ÖĞRETMENLERİN SORUNLARI ÇIĞ GİBİ BÜYÜMEKTEDİR.
‘’Eğitim emekçileri ve tüm çalışanlar, tarihinde az rastlanır ekonomik zorluklar içindedir.’’ diye sözlerine devam eden Hacımusalar; Siyasi iktidarın yaptığı tercihlerle ekonomik krizin tüm faturasını çalışanların sırtına yüklemesi maaşlarımızın enflasyon karşısında değer kaybı, ücretlerimizin neredeyse açlık sınırına dayanmasına neden olmuştur. Ücretlerimiz vergi kesintileri nedeniyle ciddi kayıplar yaşamaktadır. Her yıl verilen kırtasiye yardımı ve eğitim emekçilerinin ücretlerinden elde edilen promosyonların yaşadığımız hayat pahalılığına paralel güncellenmesi ve arttırılması gerekmektedir. Emekçilere yüzdelik artışlarla ya da ayarlanmış enflasyon oranlarıyla değil insanca onuruyla yaşayabileceği, gelecekten güven duyacakları bir ücret artışı mutlaka sağlanmalıdır.
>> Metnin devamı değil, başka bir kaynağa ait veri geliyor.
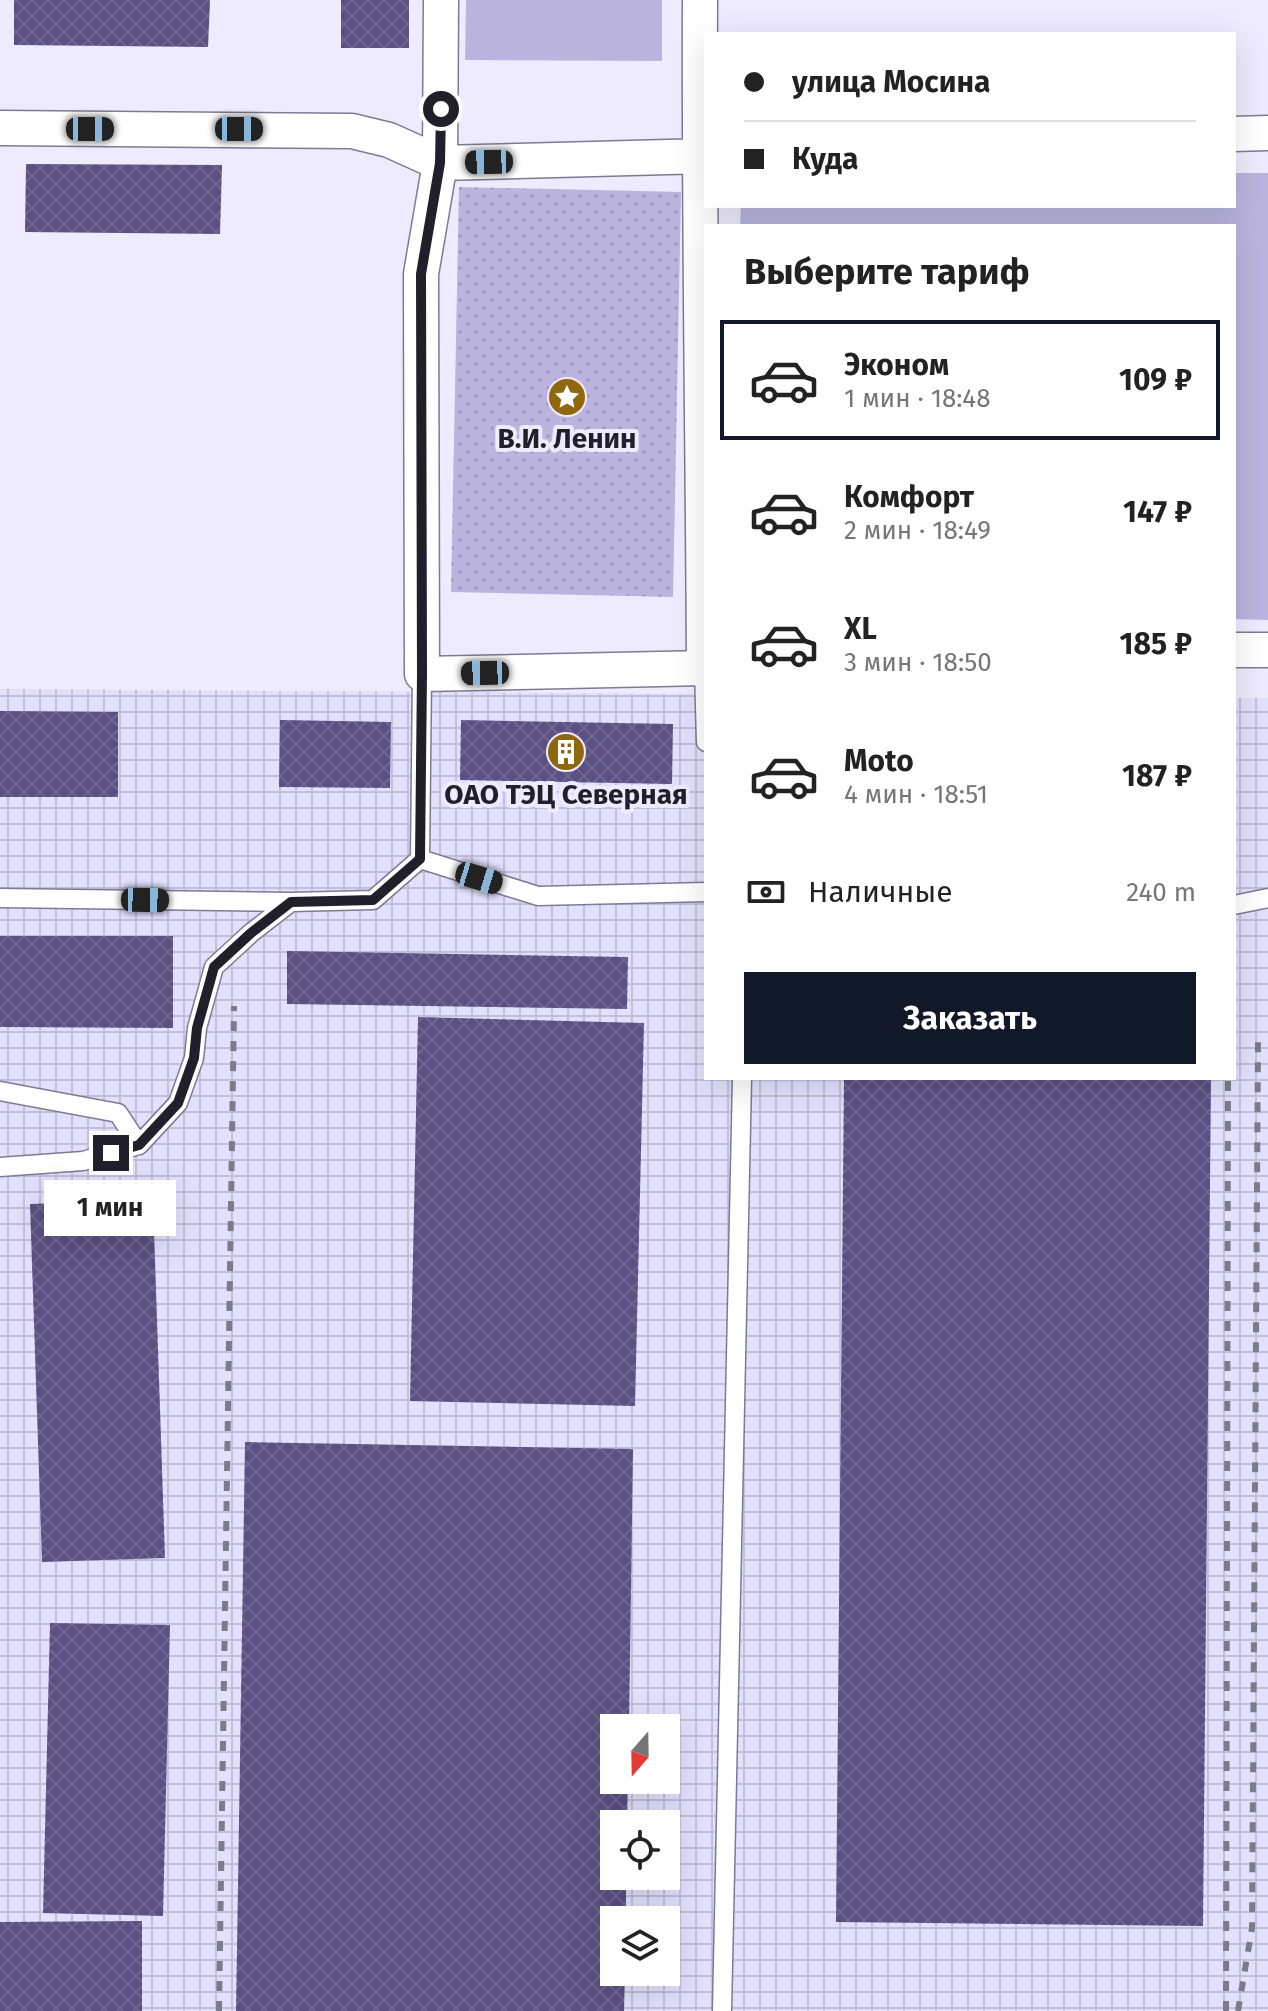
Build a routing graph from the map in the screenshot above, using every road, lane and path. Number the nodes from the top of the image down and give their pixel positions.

Öğretmenlik mesleği güvenceli ve kadrolu yürütülmesi gerekirken her geçen gün esnek rekabetçi performansa dayalı çalışma anlayışı yaygınlaştırılıyor. Asgari ücretinde altında ek ders karşılığı çalıştırılan ücretli öğretmenlik; giderek kalıcılaşan ve yaygınlaşan sözleşmeli öğretmenlik, mülakat ve güvenlik soruşturmaları nedeniyle yaşanan, hatta atandığı halde göreve başlatılmayan öğretmenler; hiçbir statüsü olmayan usta öğreticiler; piyasanın koşullarında acımasızca ezdirilen özel okul ve dershane öğretmenleri; İhtiyaç olduğu halde 800 bine yakın işsiz yaşamaya mahkum edilen ataması yapılmayan öğretmenlerimizin sorunlarına çözüm bulmak için bugüne kadar hiçbir somut adım atılmamıştır. Oysa ki öğretmenlik mesleğinin gereklerini yerine getirebilecek düzeyde insanca bir yaşam ve güvenceli bir çalışma anlayışı içinde olunmalıdır. Eğitim Sen Çanakkale Şubesi olarak: meslek kanunu adıyla çıkarılan yasalarla hiçe sayıldığımız ; edinilmiş haklarımızın gasp edildiği; esnek ve güvencesiz çalıştırıldığımız; ücretli, sözleşmeli, kadrolu, uzman, baş öğretmen diye ayrıştırıldığımız; piyasalaşan eğitimde, ticarethane gibi işletilen okullarda yok sayıldığımız, değersizleştirildiğimiz bir dönemde hamasi nutuklar son verilerek, öğretmene ve öğretmenlik mesleğine değer verilmisini istiyoruz. ‘’ diye son verdi.